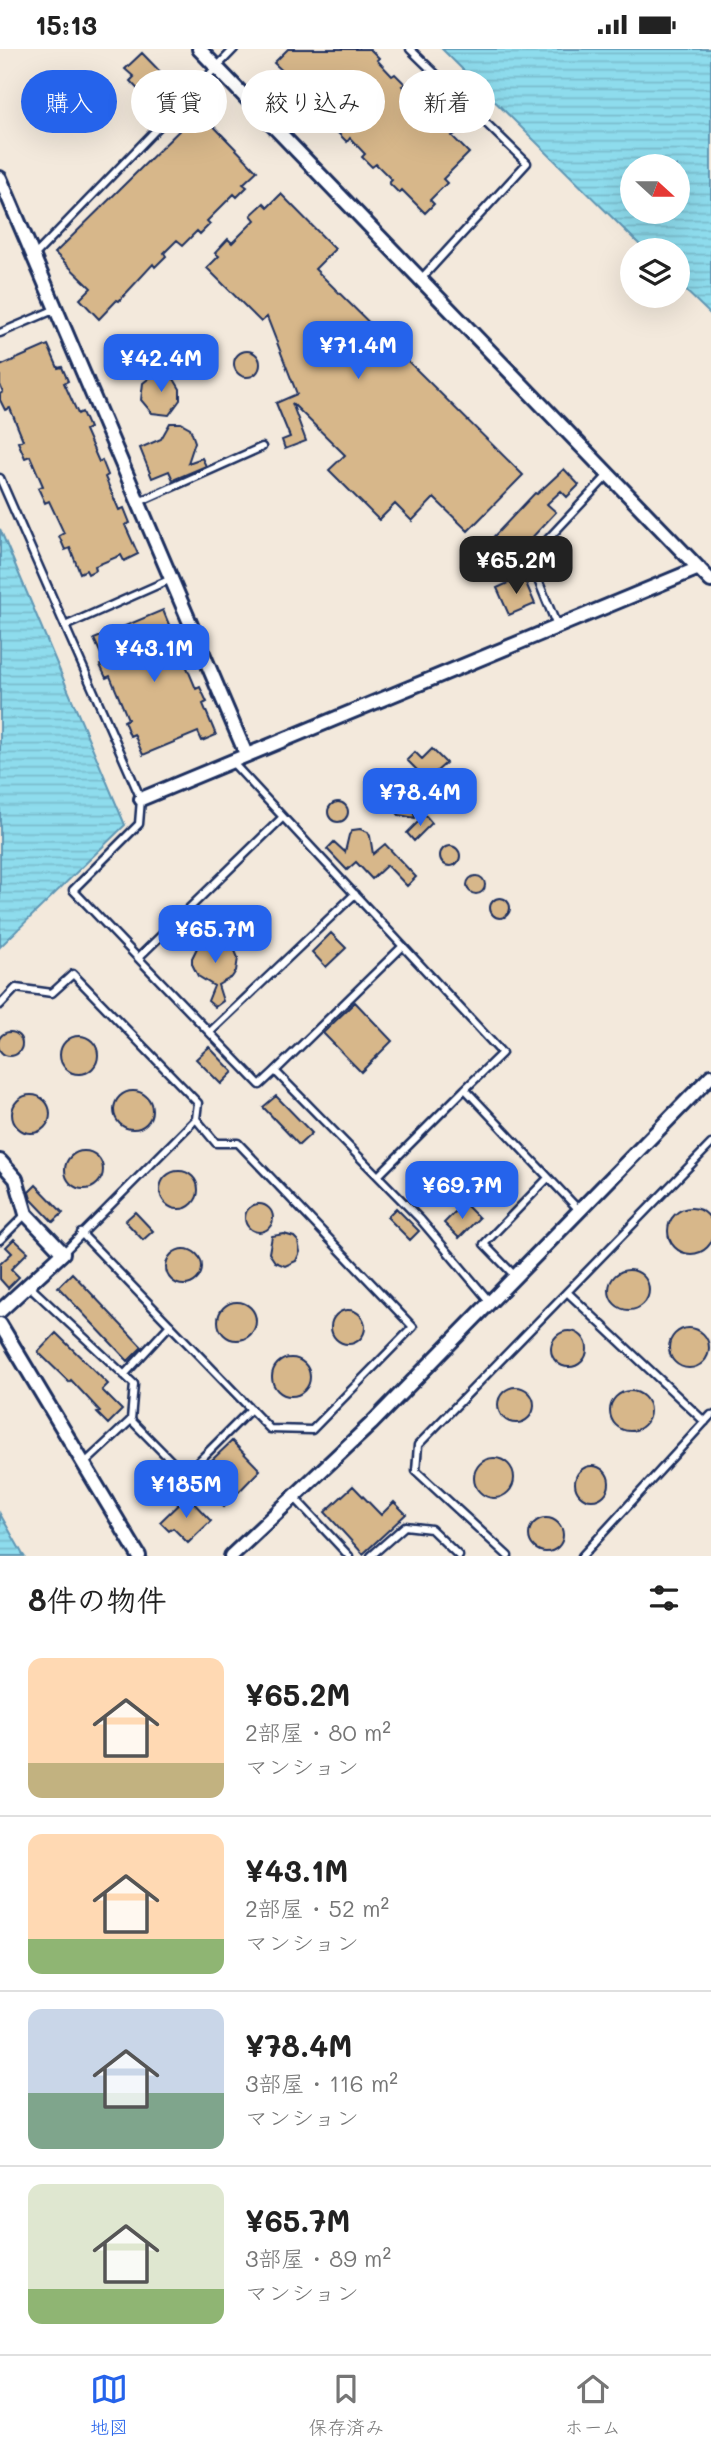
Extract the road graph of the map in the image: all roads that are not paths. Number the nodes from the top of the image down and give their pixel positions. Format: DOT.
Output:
graph roads {
  1 [pos="198,49"];
  2 [pos="234,49"];
  3 [pos="410,49"];
  4 [pos="217,67"];
  5 [pos="0,178"];
  6 [pos="34,256"];
  7 [pos="421,279"];
  8 [pos="55,309"];
  9 [pos="0,333"];
  10 [pos="262,447"];
  11 [pos="609,474"];
  12 [pos="0,478"];
  13 [pos="138,502"];
  14 [pos="699,568"];
  15 [pos="171,579"];
  16 [pos="711,581"];
  17 [pos="65,626"];
  18 [pos="557,626"];
  19 [pos="246,754"];
  20 [pos="231,761"];
  21 [pos="141,799"];
  22 [pos="283,817"];
  23 [pos="355,894"];
  24 [pos="403,946"];
  25 [pos="138,958"];
  26 [pos="0,1005"];
  27 [pos="210,1033"];
  28 [pos="275,1071"];
  29 [pos="711,1076"];
  30 [pos="465,1089"];
  31 [pos="196,1119"];
  32 [pos="711,1144"];
  33 [pos="0,1161"];
  34 [pos="378,1176"];
  35 [pos="548,1178"];
  36 [pos="579,1210"];
  37 [pos="26,1214"];
  38 [pos="81,1233"];
  39 [pos="0,1240"];
  40 [pos="63,1253"];
  41 [pos="514,1276"];
  42 [pos="28,1285"];
  43 [pos="567,1292"];
  44 [pos="490,1302"];
  45 [pos="0,1311"];
  46 [pos="0,1324"];
  47 [pos="170,1325"];
  48 [pos="124,1375"];
  49 [pos="251,1409"];
  50 [pos="711,1415"];
  51 [pos="131,1420"];
  52 [pos="705,1422"];
  53 [pos="84,1464"];
  54 [pos="293,1497"];
  55 [pos="139,1556"];
  56 [pos="231,1556"];
  57 [pos="349,1556"];
  58 [pos="370,1556"];
  59 [pos="459,1556"];
  60 [pos="508,1556"];
  61 [pos="582,1556"];
  1 -- 4 [label="street"];
  2 -- 4 [label="lane"];
  3 -- 7 [label="lane"];
  4 -- 6 [label="lane"];
  4 -- 7 [label="street"];
  5 -- 6 [label="street"];
  6 -- 8 [label="street"];
  7 -- 11 [label="street"];
  8 -- 9 [label="lane"];
  8 -- 13 [label="street"];
  10 -- 13 [label="lane"];
  11 -- 14 [label="street"];
  11 -- 18 [label="lane"];
  12 -- 17 [label="lane"];
  13 -- 15 [label="street"];
  14 -- 16 [label="street"];
  14 -- 18 [label="street"];
  15 -- 17 [label="lane"];
  15 -- 19 [label="street"];
  17 -- 21 [label="lane"];
  18 -- 19 [label="street"];
  19 -- 20 [label="street"];
  20 -- 21 [label="street"];
  20 -- 22 [label="lane"];
  21 -- 25 [label="lane"];
  22 -- 23 [label="lane"];
  22 -- 25 [label="lane"];
  23 -- 24 [label="lane"];
  23 -- 27 [label="lane"];
  24 -- 28 [label="lane"];
  24 -- 30 [label="lane"];
  25 -- 27 [label="lane"];
  26 -- 31 [label="lane"];
  27 -- 28 [label="lane"];
  28 -- 34 [label="lane"];
  29 -- 36 [label="street"];
  30 -- 34 [label="lane"];
  30 -- 35 [label="lane"];
  31 -- 38 [label="lane"];
  31 -- 49 [label="lane"];
  32 -- 43 [label="lane"];
  33 -- 37 [label="street"];
  34 -- 44 [label="lane"];
  35 -- 36 [label="lane"];
  35 -- 41 [label="lane"];
  36 -- 41 [label="street"];
  37 -- 39 [label="lane"];
  37 -- 40 [label="street"];
  38 -- 40 [label="lane"];
  38 -- 47 [label="lane"];
  40 -- 42 [label="street"];
  41 -- 44 [label="street"];
  42 -- 45 [label="street"];
  42 -- 48 [label="lane"];
  43 -- 52 [label="lane"];
  43 -- 60 [label="lane"];
  44 -- 54 [label="street"];
  46 -- 53 [label="street"];
  47 -- 48 [label="lane"];
  47 -- 49 [label="lane"];
  48 -- 51 [label="lane"];
  49 -- 51 [label="lane"];
  50 -- 52 [label="lane"];
  51 -- 53 [label="lane"];
  52 -- 61 [label="lane"];
  53 -- 55 [label="street"];
  54 -- 56 [label="street"];
  54 -- 57 [label="lane"];
  58 -- 59 [label="lane"];
}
- - - -
▶ Task item: Would you reproduce each line of the material exactly, omitting the images?

▶ Result of this exercise:
Extract the road graph of the map in the image: all roads that are not paths. Number the nodes from the top of the image down and give their pixel positions. Format: DOT.
Output:
graph roads {
  1 [pos="198,49"];
  2 [pos="234,49"];
  3 [pos="410,49"];
  4 [pos="217,67"];
  5 [pos="0,178"];
  6 [pos="34,256"];
  7 [pos="421,279"];
  8 [pos="55,309"];
  9 [pos="0,333"];
  10 [pos="262,447"];
  11 [pos="609,474"];
  12 [pos="0,478"];
  13 [pos="138,502"];
  14 [pos="699,568"];
  15 [pos="171,579"];
  16 [pos="711,581"];
  17 [pos="65,626"];
  18 [pos="557,626"];
  19 [pos="246,754"];
  20 [pos="231,761"];
  21 [pos="141,799"];
  22 [pos="283,817"];
  23 [pos="355,894"];
  24 [pos="403,946"];
  25 [pos="138,958"];
  26 [pos="0,1005"];
  27 [pos="210,1033"];
  28 [pos="275,1071"];
  29 [pos="711,1076"];
  30 [pos="465,1089"];
  31 [pos="196,1119"];
  32 [pos="711,1144"];
  33 [pos="0,1161"];
  34 [pos="378,1176"];
  35 [pos="548,1178"];
  36 [pos="579,1210"];
  37 [pos="26,1214"];
  38 [pos="81,1233"];
  39 [pos="0,1240"];
  40 [pos="63,1253"];
  41 [pos="514,1276"];
  42 [pos="28,1285"];
  43 [pos="567,1292"];
  44 [pos="490,1302"];
  45 [pos="0,1311"];
  46 [pos="0,1324"];
  47 [pos="170,1325"];
  48 [pos="124,1375"];
  49 [pos="251,1409"];
  50 [pos="711,1415"];
  51 [pos="131,1420"];
  52 [pos="705,1422"];
  53 [pos="84,1464"];
  54 [pos="293,1497"];
  55 [pos="139,1556"];
  56 [pos="231,1556"];
  57 [pos="349,1556"];
  58 [pos="370,1556"];
  59 [pos="459,1556"];
  60 [pos="508,1556"];
  61 [pos="582,1556"];
  1 -- 4 [label="street"];
  2 -- 4 [label="lane"];
  3 -- 7 [label="lane"];
  4 -- 6 [label="lane"];
  4 -- 7 [label="street"];
  5 -- 6 [label="street"];
  6 -- 8 [label="street"];
  7 -- 11 [label="street"];
  8 -- 9 [label="lane"];
  8 -- 13 [label="street"];
  10 -- 13 [label="lane"];
  11 -- 14 [label="street"];
  11 -- 18 [label="lane"];
  12 -- 17 [label="lane"];
  13 -- 15 [label="street"];
  14 -- 16 [label="street"];
  14 -- 18 [label="street"];
  15 -- 17 [label="lane"];
  15 -- 19 [label="street"];
  17 -- 21 [label="lane"];
  18 -- 19 [label="street"];
  19 -- 20 [label="street"];
  20 -- 21 [label="street"];
  20 -- 22 [label="lane"];
  21 -- 25 [label="lane"];
  22 -- 23 [label="lane"];
  22 -- 25 [label="lane"];
  23 -- 24 [label="lane"];
  23 -- 27 [label="lane"];
  24 -- 28 [label="lane"];
  24 -- 30 [label="lane"];
  25 -- 27 [label="lane"];
  26 -- 31 [label="lane"];
  27 -- 28 [label="lane"];
  28 -- 34 [label="lane"];
  29 -- 36 [label="street"];
  30 -- 34 [label="lane"];
  30 -- 35 [label="lane"];
  31 -- 38 [label="lane"];
  31 -- 49 [label="lane"];
  32 -- 43 [label="lane"];
  33 -- 37 [label="street"];
  34 -- 44 [label="lane"];
  35 -- 36 [label="lane"];
  35 -- 41 [label="lane"];
  36 -- 41 [label="street"];
  37 -- 39 [label="lane"];
  37 -- 40 [label="street"];
  38 -- 40 [label="lane"];
  38 -- 47 [label="lane"];
  40 -- 42 [label="street"];
  41 -- 44 [label="street"];
  42 -- 45 [label="street"];
  42 -- 48 [label="lane"];
  43 -- 52 [label="lane"];
  43 -- 60 [label="lane"];
  44 -- 54 [label="street"];
  46 -- 53 [label="street"];
  47 -- 48 [label="lane"];
  47 -- 49 [label="lane"];
  48 -- 51 [label="lane"];
  49 -- 51 [label="lane"];
  50 -- 52 [label="lane"];
  51 -- 53 [label="lane"];
  52 -- 61 [label="lane"];
  53 -- 55 [label="street"];
  54 -- 56 [label="street"];
  54 -- 57 [label="lane"];
  58 -- 59 [label="lane"];
}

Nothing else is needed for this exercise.